<   2004年 11月 ( 67 )   > この月の画像一覧

◇◆黒タイツの力道山
<東京無重力生活>氏のブログは、氏の闊達な筆力に加え、
なつかしい人々の写真がアップされていて、これがまたグッとくるのダ!

今回は力道山の勇姿↓が。

韓国映画『力道山』、上陸はいつだ!?

力道山が死んだのは小学校1年のときだった。
いまどきの、小学1年の女の子はプロレスを観るんだろうか?
などと、ふと思うが、
わたしはプロレスが大好きだった。

とくに、フレッド・ブラッシーが悪役で登場すると、
「おじいちゃん、きょうは流血試合になるねッ」
なーんて、
血圧の高いじーさんと一緒に興奮しまくらちよこ!
和服姿でふだんは上品なばーさんも、
けっこう力が入っていた。

プロレスラーがトランクスをはくようになったのは、
たぶん昭和40年代からで、
それまではみなピッチリ黒い海パンだった。
そんな中で、力道山だけが黒のタイツ姿で、
「おじいちゃん、どうして力道山だけタイツなの?」
という孫の<どうして攻め>に、
「それはな、力道山がいちばん強いからじゃ」
なんて、ジジは適当に答えるのだった。

だから、プロレスごっこのときは、
上半身裸にアツギのタイツで、
「空手チョップ!」
机の上から飛び降りて・・・ただのお転婆だった。

力道山亡き後は、吉村道明と豊登を応援していたが、
忘れられないのはレフェリーの沖識名。
なぜか、いつもシャツ破られるんですね。

ところが、わが弟のん太くんたちは、
同じプロレスごっこでも知能指数の高い遊びをしていた。
近所のガキんちょたちが遊びに来て、
なにやらみんなで図画工作をしているので、
しげしげ眺めていると、
なんと、チャンピオンベルトを作っているのダ。
しかも、リングアナウンサーの黒い蝶ネクタイまで。

登場するプロレスラーも、
ジャイアント馬場にアントニオ猪木、デストロイヤー。
のん太くんは、ジム・オズボーンが贔屓だった。

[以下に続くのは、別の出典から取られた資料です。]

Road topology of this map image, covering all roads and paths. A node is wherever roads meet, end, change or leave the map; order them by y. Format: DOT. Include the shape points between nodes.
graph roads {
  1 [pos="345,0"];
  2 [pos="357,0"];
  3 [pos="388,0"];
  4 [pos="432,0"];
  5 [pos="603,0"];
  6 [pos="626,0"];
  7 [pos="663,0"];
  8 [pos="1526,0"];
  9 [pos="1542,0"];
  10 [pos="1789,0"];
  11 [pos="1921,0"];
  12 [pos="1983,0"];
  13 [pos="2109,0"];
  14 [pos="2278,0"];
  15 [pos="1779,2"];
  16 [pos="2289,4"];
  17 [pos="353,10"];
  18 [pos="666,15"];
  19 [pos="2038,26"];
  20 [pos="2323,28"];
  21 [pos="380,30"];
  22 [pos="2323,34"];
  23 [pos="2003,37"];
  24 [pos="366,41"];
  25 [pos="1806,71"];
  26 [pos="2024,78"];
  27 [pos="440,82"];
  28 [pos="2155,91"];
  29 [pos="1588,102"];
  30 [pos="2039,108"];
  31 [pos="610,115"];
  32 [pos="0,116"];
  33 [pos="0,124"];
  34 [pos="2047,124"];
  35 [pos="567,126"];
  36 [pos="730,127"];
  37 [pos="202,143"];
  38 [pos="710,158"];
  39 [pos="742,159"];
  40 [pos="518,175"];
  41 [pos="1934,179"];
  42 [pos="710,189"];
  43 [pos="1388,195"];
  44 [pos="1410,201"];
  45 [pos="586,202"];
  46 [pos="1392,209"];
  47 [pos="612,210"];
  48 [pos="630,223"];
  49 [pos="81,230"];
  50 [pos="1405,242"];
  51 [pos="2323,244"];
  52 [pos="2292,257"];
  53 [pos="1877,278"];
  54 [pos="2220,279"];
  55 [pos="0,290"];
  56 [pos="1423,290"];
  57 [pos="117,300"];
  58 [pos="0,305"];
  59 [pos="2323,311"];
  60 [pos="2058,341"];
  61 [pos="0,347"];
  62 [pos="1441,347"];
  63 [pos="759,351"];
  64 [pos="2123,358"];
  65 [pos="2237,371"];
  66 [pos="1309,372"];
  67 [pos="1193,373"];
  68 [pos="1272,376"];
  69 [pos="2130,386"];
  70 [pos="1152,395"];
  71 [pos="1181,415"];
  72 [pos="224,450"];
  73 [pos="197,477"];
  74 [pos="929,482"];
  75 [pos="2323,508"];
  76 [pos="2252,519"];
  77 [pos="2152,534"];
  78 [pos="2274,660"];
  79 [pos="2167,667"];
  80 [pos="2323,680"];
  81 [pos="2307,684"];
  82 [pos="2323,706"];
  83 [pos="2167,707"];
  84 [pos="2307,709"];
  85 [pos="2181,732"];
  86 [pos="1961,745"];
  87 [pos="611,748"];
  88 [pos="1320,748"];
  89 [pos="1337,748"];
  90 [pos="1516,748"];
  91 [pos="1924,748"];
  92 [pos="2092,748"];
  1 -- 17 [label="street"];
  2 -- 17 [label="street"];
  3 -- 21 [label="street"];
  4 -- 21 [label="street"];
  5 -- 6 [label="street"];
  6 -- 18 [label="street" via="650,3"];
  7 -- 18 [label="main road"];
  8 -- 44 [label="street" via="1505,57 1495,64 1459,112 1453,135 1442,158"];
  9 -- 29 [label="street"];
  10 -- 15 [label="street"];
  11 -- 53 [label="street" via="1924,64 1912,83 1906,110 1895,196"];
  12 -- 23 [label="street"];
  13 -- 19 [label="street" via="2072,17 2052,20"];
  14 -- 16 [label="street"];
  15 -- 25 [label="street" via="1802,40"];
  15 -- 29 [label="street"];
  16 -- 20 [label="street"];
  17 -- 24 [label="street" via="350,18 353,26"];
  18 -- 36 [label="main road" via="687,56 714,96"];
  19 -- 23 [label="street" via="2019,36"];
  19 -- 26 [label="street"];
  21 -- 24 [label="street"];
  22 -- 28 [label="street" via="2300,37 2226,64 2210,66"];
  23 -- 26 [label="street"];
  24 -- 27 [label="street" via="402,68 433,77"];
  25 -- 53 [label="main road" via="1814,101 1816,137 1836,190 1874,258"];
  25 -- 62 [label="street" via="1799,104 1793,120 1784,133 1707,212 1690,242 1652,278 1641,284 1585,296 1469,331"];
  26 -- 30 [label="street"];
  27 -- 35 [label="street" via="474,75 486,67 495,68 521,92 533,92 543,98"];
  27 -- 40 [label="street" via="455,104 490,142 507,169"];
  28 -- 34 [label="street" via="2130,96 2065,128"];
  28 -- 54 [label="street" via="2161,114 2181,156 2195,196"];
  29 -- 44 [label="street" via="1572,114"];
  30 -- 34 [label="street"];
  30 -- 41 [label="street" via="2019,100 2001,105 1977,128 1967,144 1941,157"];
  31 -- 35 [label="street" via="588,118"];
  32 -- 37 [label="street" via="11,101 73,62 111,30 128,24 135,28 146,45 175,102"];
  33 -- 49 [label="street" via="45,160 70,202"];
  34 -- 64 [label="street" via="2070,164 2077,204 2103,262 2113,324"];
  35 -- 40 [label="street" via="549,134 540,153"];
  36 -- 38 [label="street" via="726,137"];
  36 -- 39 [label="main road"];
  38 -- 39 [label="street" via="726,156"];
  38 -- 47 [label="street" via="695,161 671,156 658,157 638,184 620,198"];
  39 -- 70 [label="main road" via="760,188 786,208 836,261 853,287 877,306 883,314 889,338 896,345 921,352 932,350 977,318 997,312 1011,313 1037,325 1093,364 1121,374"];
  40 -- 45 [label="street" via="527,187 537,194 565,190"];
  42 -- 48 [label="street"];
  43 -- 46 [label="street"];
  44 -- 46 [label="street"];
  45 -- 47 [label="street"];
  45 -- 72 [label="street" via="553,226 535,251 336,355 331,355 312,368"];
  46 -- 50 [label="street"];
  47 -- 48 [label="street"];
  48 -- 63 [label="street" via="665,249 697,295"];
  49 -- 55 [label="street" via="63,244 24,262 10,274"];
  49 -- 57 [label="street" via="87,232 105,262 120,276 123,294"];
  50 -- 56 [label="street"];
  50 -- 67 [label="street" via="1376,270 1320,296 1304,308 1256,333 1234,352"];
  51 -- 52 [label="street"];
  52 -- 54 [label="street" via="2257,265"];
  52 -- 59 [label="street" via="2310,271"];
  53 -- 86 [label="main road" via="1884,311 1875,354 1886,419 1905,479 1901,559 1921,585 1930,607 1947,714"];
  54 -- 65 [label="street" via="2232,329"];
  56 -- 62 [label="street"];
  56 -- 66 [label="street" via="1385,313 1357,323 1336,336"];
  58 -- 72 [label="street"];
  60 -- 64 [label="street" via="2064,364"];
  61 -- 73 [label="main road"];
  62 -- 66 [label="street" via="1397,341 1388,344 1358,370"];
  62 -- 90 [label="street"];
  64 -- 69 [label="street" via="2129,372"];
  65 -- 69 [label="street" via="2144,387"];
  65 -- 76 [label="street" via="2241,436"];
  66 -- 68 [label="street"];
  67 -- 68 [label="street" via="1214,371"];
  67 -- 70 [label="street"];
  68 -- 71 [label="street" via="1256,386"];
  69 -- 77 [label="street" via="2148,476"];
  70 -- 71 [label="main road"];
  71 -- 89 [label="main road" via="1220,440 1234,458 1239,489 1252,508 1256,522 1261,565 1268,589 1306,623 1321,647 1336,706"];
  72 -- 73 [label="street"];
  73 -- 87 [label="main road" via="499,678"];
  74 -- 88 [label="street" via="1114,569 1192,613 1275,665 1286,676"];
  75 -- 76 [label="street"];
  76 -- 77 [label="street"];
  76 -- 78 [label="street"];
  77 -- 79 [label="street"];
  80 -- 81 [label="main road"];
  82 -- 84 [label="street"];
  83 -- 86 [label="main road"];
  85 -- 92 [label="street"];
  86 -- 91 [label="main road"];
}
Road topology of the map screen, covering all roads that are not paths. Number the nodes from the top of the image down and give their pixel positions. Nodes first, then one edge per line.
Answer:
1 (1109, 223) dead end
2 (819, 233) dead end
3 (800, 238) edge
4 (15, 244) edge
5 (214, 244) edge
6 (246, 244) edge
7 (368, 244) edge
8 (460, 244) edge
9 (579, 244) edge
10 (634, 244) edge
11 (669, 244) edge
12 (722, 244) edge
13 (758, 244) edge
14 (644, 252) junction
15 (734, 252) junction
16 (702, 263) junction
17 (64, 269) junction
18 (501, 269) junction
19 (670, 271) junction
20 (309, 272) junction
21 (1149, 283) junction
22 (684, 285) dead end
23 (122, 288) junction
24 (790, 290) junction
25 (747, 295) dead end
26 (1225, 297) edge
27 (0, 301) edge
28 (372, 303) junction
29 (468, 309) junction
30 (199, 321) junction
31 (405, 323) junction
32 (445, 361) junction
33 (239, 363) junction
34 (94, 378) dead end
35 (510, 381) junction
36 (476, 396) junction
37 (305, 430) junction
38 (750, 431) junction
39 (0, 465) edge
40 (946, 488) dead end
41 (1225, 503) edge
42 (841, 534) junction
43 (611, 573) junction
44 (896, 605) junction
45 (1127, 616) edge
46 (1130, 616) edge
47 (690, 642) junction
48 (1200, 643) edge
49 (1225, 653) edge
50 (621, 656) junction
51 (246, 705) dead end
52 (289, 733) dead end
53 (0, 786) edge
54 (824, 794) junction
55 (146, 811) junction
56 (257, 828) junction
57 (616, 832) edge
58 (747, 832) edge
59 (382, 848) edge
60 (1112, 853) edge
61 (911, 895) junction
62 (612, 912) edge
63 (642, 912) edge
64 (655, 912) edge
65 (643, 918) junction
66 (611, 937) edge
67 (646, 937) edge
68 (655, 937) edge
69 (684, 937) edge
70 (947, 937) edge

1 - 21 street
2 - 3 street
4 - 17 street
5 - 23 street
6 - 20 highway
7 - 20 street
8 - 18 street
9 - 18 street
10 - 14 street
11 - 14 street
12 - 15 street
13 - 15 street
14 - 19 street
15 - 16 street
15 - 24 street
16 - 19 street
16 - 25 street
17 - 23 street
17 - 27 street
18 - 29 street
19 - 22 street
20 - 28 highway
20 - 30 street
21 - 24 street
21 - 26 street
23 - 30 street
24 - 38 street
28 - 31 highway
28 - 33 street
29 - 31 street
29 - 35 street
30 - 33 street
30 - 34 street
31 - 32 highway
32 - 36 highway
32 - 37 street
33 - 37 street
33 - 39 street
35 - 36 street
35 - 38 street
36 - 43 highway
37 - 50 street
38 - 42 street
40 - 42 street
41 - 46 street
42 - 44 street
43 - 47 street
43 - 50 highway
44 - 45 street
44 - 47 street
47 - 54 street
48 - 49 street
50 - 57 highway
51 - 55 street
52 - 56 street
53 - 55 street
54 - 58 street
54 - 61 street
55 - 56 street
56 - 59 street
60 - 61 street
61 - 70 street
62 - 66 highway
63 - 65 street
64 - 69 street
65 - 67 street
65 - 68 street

渋いね。

ジャイアント馬場には思い出がある。
以前、アラモアナのコンドミニアムに住んでいた頃、
上の階から水漏れがして、
コンドのマネージャーが点検に来た。
たいした水漏れではなかったので、
「上の階の人に、気にしないでと伝えて」
と言っておいたのだが、
ドアチャイムがピンポンと鳴って、
ドアを開けたら、
そこにはジャイアント馬場が立っていた。
こういうとき、人は言葉を失う。
いきなり、ホンモノなんだもの。
馬場さんは水漏れを丁寧にお詫びしていかれた。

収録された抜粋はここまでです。